What about Yogi Adityanath? He epitomized the new and aggressive Hindutva which was promised by the BJP and thus Adityanath is emerging as the leader of the next generation?

It is absolutely impossible. India will never accept him. We have seen a certain endpoint to the politics of religious polarization which can be stretched to a certain point but not beyond. After a particular point it is going to cause visible and enormous harm to both the society and the politics. Modi has a similar agenda and he is indeed a polarizing politician. But there is a difference. He is a shrewd politician. Adityanath is not. Thus, even though Adityanath is projected as the chief ministerial candidate in Uttar Pradesh, the main burden of campaign is on Modi.

But the new Hindutva– led by men like Yati Narsinghanand– is emerging. It is publicly threatening minorities and advocating attacks on former prime ministers. Are they not strengthening the BJP?

There is no social approval for this. There is a political approval.

Are they not linked?

They are linked but yet somewhat different. These people won't dare say such incendiary things had the ruling party not have sanctioned it. So there is a political intent but no societal approval. The majority of the Hindu society does not approve this and majority of the Muslim community has shown commendable restraint in the face of grave provocation.

But prime minister Modi’s popularity is not decreasing in surveys.

The popularity seems to be up only because there is no credible alternative. But a large section of Modi’s supporters are also questioning the economic mismanagement, price rise, unemployment or mishandling of Covid situation. There is also an unprecedented fear factor for those who oppose the BJP.

But these supporters finally vote for the BJP, don't they?

BJP's dedicated support base will always work for them. But we are talking about the BJP's popularity outside its core support base– which is a huge vote. It is on the decline.

Let us talk about the foreign policy. In the neighborhood, India– as it appears– is losing popularity. Though India was never very popular in the neighbourhood, now even in friendly Bangladesh, we can sense a strong anti-India sentiment.

You are right. India's relationship with all its neighbors has nose-dived. It happened because of polarizing politics of BJP. Take the case of CAA (Citizenship Amendment Act 2019) and the NRC (National Register of Citizens). To say that only particular communities can settle in India but not the Muslims is discrimination on basis of religion. This surely would displease India’s neighbours.

Secondly, in the last seven years India has done very little to integrate South Asia economically. Since 2014 there has not been one summit meeting of SAARC because India does not want it. This is because India wants animosity with Pakistan to conduct its domestic politics in anti-Muslim and anti-Pakistan terms.

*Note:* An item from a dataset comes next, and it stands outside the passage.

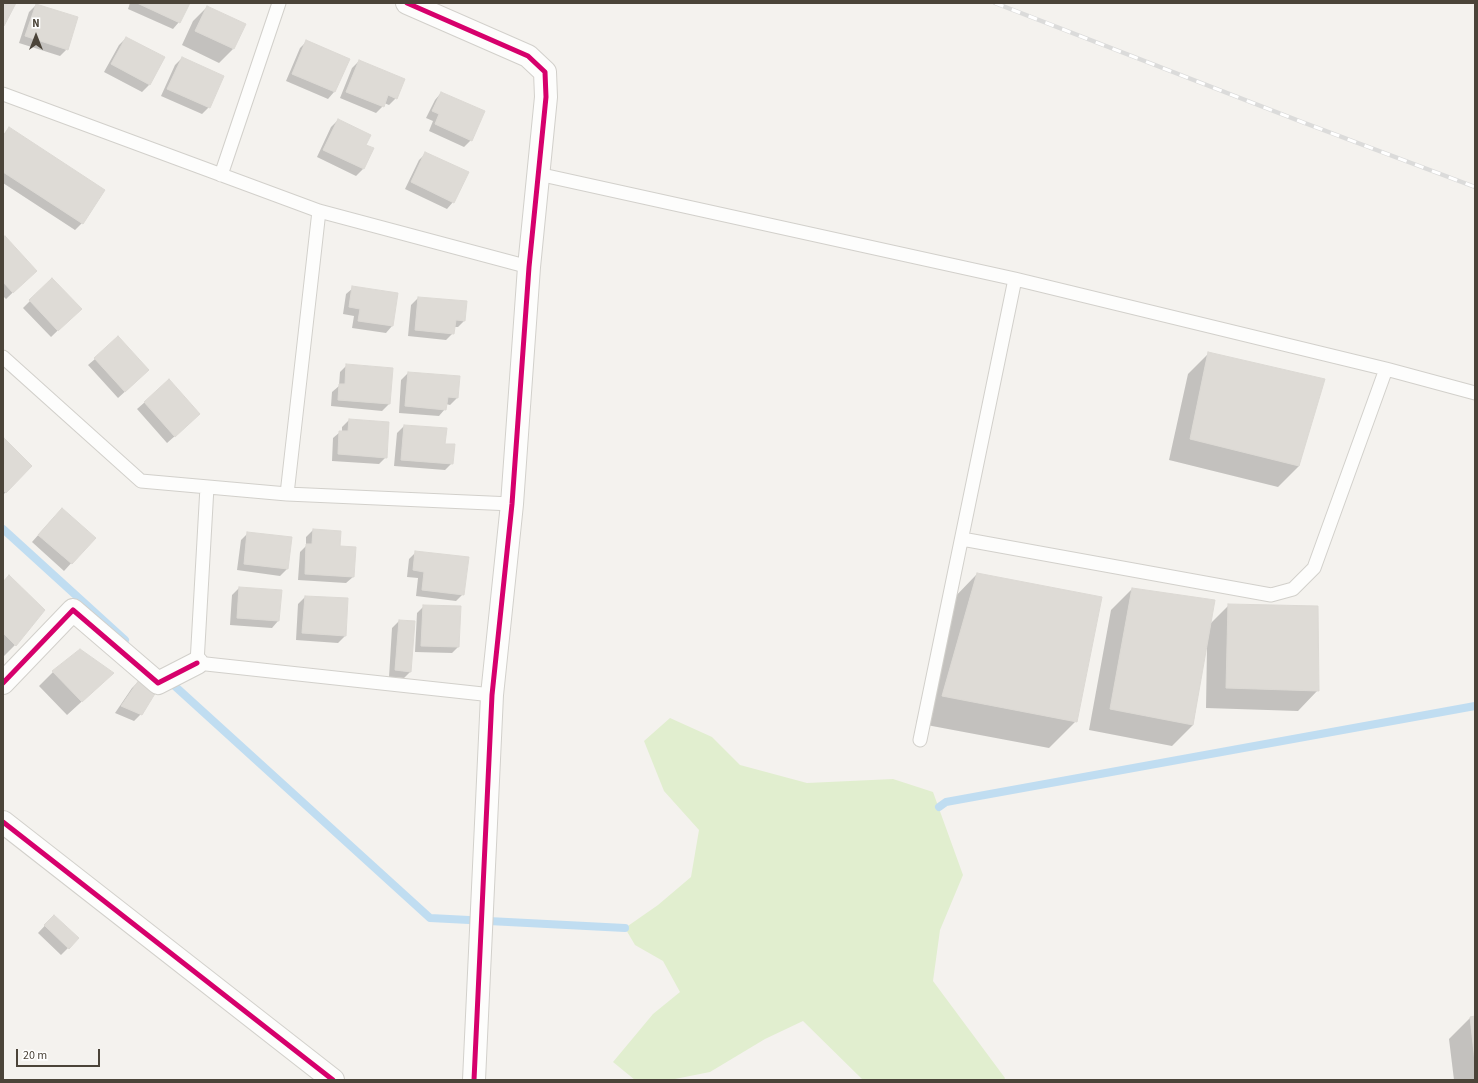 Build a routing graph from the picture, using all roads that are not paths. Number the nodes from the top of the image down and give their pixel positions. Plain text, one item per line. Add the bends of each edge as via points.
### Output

Thirdly, everyone knows, in 1971 Pakistan committed enormous atrocities. Yet after five decades, there is a feeling in both Pakistan and Bangladesh that they should establish normal relations, but that is not happening because the Indian government does not want it. This is not how you bring South Asia together. This is also why China is playing such a major role in South Asia.

The expectation of connecting the subcontinent may also have remained unfulfilled

Yes. When I was in Kolkata last year, I went to Petrapole. I was very disappointed that there is so little trade between India and Bangladesh at this crucial border trading point. I have been to the China-Vietnam and the China-Myanmar border. Trans-border trade has helped both the countries. Last month a bullet train from China to Laos was started connecting Singapore. The train will ultimately connect people of Southeast Asia. We too talk about connecting people in South Asia and Southeast Asia, but do not even connect with Bangladesh properly as visible in Petrapole. India could have eliminated narrow politics and moved forward to connect South Asia which it did not.